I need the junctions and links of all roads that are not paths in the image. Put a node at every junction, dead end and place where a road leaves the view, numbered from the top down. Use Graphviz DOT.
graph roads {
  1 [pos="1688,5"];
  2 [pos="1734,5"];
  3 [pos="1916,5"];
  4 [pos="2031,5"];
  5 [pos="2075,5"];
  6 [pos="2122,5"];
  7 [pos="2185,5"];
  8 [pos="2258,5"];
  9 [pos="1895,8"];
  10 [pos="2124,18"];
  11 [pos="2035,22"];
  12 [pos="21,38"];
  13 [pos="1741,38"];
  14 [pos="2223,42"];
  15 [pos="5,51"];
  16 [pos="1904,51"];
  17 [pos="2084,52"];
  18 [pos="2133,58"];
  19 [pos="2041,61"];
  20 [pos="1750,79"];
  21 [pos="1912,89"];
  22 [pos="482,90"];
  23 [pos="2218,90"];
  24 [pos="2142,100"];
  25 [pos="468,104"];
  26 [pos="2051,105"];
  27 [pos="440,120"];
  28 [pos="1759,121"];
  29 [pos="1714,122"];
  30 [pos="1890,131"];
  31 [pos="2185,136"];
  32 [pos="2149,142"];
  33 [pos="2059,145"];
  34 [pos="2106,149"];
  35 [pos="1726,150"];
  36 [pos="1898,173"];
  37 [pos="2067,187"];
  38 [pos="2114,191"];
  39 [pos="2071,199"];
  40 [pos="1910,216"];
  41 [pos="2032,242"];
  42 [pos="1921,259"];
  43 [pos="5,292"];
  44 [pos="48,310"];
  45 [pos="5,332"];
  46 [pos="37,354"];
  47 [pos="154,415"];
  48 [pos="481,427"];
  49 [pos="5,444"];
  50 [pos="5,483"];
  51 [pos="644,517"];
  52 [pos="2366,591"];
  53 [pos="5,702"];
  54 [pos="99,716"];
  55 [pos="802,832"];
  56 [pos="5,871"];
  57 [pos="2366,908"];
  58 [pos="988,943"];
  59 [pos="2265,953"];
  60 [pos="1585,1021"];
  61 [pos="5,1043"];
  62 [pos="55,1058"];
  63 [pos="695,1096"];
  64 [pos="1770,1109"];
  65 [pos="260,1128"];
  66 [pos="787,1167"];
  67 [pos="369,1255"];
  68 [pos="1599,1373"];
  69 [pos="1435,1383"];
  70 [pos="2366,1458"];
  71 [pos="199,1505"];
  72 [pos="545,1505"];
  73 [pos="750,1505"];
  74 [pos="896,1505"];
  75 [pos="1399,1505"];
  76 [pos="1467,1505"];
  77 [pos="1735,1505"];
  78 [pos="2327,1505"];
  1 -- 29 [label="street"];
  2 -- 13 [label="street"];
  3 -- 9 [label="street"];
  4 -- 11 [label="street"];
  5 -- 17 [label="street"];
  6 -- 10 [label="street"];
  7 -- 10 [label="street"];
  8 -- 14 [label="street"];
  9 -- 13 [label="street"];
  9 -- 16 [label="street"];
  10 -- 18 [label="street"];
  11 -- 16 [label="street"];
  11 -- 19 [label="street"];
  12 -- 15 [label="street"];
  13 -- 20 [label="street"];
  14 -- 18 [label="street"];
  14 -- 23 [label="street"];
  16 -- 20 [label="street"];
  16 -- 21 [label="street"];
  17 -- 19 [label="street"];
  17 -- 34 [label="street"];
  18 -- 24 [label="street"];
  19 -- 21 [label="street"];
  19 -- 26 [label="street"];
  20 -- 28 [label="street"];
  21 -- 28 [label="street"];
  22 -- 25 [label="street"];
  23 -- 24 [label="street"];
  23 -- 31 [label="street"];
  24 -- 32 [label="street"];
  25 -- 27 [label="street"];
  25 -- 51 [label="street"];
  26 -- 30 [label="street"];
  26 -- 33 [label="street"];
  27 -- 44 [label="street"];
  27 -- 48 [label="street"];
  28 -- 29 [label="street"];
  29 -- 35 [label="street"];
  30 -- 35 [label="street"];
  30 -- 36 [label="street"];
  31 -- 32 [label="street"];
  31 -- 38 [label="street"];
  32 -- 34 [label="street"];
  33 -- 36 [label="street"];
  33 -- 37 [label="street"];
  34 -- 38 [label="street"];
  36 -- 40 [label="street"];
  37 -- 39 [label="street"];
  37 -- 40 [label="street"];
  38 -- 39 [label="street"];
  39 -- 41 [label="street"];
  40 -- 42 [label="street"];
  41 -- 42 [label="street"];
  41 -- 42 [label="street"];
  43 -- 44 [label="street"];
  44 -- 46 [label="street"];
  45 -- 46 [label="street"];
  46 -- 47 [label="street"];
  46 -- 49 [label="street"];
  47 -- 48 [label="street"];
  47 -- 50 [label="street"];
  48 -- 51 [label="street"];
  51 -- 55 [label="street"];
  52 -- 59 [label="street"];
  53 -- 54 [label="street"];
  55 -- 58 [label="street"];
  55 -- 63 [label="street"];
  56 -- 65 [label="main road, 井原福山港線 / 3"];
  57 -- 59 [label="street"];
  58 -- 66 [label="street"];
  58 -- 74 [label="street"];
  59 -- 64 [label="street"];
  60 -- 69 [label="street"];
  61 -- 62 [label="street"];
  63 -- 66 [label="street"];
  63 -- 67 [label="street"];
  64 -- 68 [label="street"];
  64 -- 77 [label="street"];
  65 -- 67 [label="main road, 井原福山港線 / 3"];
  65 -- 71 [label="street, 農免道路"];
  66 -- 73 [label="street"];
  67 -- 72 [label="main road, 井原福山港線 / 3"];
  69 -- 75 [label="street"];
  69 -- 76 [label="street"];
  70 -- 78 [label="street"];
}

———

Exercise brief |
Based on the entries above, please count how many lines contain the string "roads", and reply with the figure only.

Answer box |
2